I first thought that keramik was a little bit faster, but I am very unsure with this. At least I think it does not make a difference.
Ok, I've moved the bug to kwin.
did you try w/ and/or w/o compositing? how's cpu load before, during and after repainting? if high: in X11 or in kwin? just in case you've installed it anyway: tried with the bespin deco? (it's the only one i know of that does not inherit kcommondecoration, but this is unlikely the cause - more a shot in the dark)
And I have another shot in the dark: can you try with other applications than Konsole. Konsole is one of the only ARGB windows. So can you try for example with kwrite.
I can reproduce the behaviour on another sidux PC. This PC is a bit slower than my other and the refreshing of 20 konsole windows takes about estimated 6 seconds. cat /proc/cpuinfo ... cpu family : 6 model : 8 model name : AMD Athlon(tm) XP 2200+ stepping : 1 cpu MHz : 1800.124 cache size : 256 KB ... A) The bug addresses a desktop with composite turned off. With composite turned on the desktop switch is fast and you do not see any refresh problems. B) Before switching the desktop the CPU is idling. While switching the desktop I as running "top" in the active console and you see something like this (2 examples): 4216 root 20 0 266m 123m 2960 R 72.7 16.4 1:33.64 Xorg 4538 gert 20 0 133m 28m 9928 S 21.6 3.8 0:40.60 kwin 4628 gert 20 0 137m 22m 7140 R 2.0 2.9 0:10.55 konsole 4216 root 20 0 254m 108m 2960 R 96.4 14.4 1:59.78 Xorg 4628 gert 20 0 137m 22m 7164 R 1.7 2.9 0:11.31 konsole 7490 gert 20 0 282m 50m 25m S 1.7 6.7 0:05.44 plasma-desktop After everything is redrawn the CPU is idle again. I get to the other two questions in the next comment...

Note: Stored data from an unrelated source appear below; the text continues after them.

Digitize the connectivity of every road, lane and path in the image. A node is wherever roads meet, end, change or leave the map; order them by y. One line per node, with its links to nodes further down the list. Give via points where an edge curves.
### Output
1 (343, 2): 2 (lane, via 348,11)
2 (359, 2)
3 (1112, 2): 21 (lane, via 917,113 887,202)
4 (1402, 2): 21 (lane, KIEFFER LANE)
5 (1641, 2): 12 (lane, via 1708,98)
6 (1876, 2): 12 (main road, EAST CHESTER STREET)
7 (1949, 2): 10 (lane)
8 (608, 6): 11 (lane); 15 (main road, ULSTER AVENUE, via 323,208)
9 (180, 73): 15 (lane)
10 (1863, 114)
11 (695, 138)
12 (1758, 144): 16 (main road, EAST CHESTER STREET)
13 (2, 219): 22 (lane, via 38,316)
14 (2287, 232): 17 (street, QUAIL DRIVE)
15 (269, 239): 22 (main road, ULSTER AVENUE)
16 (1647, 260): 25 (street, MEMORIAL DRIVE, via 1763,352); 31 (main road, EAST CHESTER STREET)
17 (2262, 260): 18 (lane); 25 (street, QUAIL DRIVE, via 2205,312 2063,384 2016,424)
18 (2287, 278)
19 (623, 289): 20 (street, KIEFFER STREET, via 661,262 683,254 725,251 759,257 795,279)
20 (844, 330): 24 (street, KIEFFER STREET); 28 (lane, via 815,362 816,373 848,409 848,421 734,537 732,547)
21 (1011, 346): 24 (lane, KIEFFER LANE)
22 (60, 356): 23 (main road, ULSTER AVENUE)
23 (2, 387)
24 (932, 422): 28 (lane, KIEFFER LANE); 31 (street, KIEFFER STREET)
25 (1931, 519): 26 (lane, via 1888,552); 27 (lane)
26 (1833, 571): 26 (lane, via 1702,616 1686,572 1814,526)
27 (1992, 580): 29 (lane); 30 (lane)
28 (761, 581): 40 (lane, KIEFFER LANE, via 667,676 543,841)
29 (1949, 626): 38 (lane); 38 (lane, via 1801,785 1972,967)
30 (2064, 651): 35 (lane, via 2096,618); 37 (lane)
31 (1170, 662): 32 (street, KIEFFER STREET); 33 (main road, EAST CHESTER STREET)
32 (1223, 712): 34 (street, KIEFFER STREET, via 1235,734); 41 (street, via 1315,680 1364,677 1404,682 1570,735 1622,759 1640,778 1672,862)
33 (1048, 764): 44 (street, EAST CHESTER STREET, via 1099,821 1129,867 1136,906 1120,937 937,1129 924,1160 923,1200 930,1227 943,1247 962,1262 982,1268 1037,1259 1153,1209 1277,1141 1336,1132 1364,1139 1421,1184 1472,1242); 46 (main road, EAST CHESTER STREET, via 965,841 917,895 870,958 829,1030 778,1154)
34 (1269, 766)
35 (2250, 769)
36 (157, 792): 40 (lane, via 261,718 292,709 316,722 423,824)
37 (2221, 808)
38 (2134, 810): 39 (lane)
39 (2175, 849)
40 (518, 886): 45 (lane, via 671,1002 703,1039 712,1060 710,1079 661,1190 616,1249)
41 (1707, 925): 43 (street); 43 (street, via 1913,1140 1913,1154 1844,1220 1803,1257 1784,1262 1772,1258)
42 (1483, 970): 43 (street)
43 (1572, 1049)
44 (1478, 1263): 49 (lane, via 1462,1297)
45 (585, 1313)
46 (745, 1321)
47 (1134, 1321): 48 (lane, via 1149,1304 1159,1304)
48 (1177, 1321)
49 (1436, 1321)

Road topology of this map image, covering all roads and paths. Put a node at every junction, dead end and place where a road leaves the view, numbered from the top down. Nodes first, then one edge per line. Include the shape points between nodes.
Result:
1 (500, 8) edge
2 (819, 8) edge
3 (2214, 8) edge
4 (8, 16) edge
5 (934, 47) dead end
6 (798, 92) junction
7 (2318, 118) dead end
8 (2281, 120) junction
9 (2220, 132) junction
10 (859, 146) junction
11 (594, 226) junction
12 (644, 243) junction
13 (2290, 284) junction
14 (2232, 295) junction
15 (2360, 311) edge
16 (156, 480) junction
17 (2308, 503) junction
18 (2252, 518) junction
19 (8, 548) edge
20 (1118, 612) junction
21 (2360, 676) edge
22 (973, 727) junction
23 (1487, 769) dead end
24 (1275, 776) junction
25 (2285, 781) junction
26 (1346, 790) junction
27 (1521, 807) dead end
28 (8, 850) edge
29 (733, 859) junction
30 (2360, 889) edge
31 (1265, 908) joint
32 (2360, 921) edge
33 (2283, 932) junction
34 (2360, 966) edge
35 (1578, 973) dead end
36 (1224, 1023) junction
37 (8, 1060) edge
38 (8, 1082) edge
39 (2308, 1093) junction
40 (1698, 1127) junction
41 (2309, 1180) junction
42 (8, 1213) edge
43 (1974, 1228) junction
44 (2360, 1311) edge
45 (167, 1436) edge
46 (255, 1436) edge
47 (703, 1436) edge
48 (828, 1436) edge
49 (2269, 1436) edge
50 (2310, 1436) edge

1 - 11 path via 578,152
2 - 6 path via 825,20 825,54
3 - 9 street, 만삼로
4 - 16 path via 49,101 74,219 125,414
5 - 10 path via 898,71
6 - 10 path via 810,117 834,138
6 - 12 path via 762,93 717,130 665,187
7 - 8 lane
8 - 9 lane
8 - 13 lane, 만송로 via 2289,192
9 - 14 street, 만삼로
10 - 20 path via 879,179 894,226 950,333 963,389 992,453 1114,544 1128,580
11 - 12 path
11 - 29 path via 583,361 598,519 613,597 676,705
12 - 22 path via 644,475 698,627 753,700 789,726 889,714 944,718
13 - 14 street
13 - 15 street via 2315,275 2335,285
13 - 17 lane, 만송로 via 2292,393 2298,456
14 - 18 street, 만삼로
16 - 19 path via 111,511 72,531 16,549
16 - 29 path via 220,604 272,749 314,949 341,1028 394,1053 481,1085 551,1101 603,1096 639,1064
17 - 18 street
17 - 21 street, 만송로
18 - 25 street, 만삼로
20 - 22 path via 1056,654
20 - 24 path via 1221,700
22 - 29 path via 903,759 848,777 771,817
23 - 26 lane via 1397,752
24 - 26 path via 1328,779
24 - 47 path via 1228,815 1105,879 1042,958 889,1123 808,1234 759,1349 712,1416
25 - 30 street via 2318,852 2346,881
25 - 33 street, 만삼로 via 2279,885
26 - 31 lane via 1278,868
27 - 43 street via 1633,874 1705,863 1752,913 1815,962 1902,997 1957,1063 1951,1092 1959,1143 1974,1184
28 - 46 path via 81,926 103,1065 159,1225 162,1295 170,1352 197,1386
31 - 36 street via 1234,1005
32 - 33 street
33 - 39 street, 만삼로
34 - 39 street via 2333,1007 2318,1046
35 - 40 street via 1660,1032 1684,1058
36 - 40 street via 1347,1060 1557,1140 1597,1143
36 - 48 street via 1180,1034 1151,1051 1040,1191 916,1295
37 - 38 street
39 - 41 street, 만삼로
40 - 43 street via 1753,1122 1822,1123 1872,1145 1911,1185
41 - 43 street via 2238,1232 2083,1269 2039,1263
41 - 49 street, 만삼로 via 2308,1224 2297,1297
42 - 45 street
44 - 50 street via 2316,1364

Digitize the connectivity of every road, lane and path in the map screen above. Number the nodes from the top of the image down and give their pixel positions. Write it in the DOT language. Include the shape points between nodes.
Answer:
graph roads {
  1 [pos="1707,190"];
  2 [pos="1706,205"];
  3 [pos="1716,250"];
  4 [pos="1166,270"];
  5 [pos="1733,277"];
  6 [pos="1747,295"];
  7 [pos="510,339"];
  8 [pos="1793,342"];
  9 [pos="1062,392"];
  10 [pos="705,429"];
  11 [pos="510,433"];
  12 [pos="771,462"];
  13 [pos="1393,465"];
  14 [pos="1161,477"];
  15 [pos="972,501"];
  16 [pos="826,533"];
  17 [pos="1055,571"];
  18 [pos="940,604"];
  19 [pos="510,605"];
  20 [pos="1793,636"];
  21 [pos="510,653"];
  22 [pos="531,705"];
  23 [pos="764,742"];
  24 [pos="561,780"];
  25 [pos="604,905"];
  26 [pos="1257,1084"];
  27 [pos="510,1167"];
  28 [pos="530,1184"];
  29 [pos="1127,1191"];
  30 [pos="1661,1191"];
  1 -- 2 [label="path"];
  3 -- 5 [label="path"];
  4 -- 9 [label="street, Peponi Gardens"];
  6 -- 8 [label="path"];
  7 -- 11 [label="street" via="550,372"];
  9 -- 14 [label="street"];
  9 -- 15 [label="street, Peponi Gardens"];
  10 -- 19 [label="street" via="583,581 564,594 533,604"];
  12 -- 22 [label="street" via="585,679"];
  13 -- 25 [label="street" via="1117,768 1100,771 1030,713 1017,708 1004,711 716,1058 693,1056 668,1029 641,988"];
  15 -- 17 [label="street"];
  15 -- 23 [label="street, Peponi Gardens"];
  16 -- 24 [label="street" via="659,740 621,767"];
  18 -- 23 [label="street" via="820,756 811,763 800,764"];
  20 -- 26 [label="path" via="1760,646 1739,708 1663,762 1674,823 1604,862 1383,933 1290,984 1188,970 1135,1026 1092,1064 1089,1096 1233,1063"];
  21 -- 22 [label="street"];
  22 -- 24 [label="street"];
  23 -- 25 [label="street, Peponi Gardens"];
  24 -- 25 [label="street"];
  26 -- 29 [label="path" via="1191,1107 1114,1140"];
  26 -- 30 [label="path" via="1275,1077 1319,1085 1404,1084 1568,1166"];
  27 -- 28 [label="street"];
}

With 20 kwrite instead of konsole windows the refreshing is much faster (about 1 second instead of 6), but I think this is still too slow. So the ARGB thing might be an important fact but not the only one? Regarding bespin: It seems there are no debian/sid or debian/experimental bespin packages. So I have to search for it and install it manually. I will try.
Well, I cannot find a bespin debian package nor the tarball. Also the project seems to be kind of outdated? I you would like me to test it anyway, can you provide me a link to a tarball download? (Or maybe cvs or svn repos?)
regarding konsole's ARGB state iirc it only sets this color mode if compositing is enabled when you launch it (also check whether the konsoles run in different processes the way you launched them) quick test to confirm the ARGB mode "Settings" -> "Edit current profile" -> "Appearance" tab: set some background transparency (10%-20%) if you can look through the terminal part though the window opacity is 100% (and while compositing is enabled) the ARGB mode is set.
Created attachment 36356 [details] Testcase spawning (ARGB) windows Here's a simple test to check whether the ARGB mode is the culprit. lauch "argbwindows [ARGB [n]]" where "n" is the numbers of windows to be spawned (default: 20) The ARGB parameter is case SENSITIVE Compile instructions on top of the sources, requires Qt4.5 It will spawn some windows and in case ARGB is set you can look through a red background (black otherwise)
@Thomas, comment #9: You are right. If I first open the 20 konsole windows and than turn off composite, the drawing of the windows takes about 6-7 seconds. If I first turn off composite and open the konsole windows after this, the drawing is as fast as with the kwrite windows. Testing with "openbox --replace" on this machine: Switching to a desktop with 20 argb-konsole windows on it, does take many seconds, too. (maybe 6 or more seconds). Switching to the desktop with the kwrite windows is still a bit faster than with kwin. (maybe <0.5 seconds vs ~1 second). Regarding comment #10: Is it somehow interesting to try this test tool? (Should I try it?)
(In reply to comment #11) > Regarding comment #10: Is it somehow interesting to try this test tool? > (Should I try it?) Yes please. It will help us to understand whether this is a bug in konsole (or X11 or somewhere else upstream)
bespin: I have tried this now and could not find a difference in drawing speed compared to oxygene. argbwindows: I will try this next.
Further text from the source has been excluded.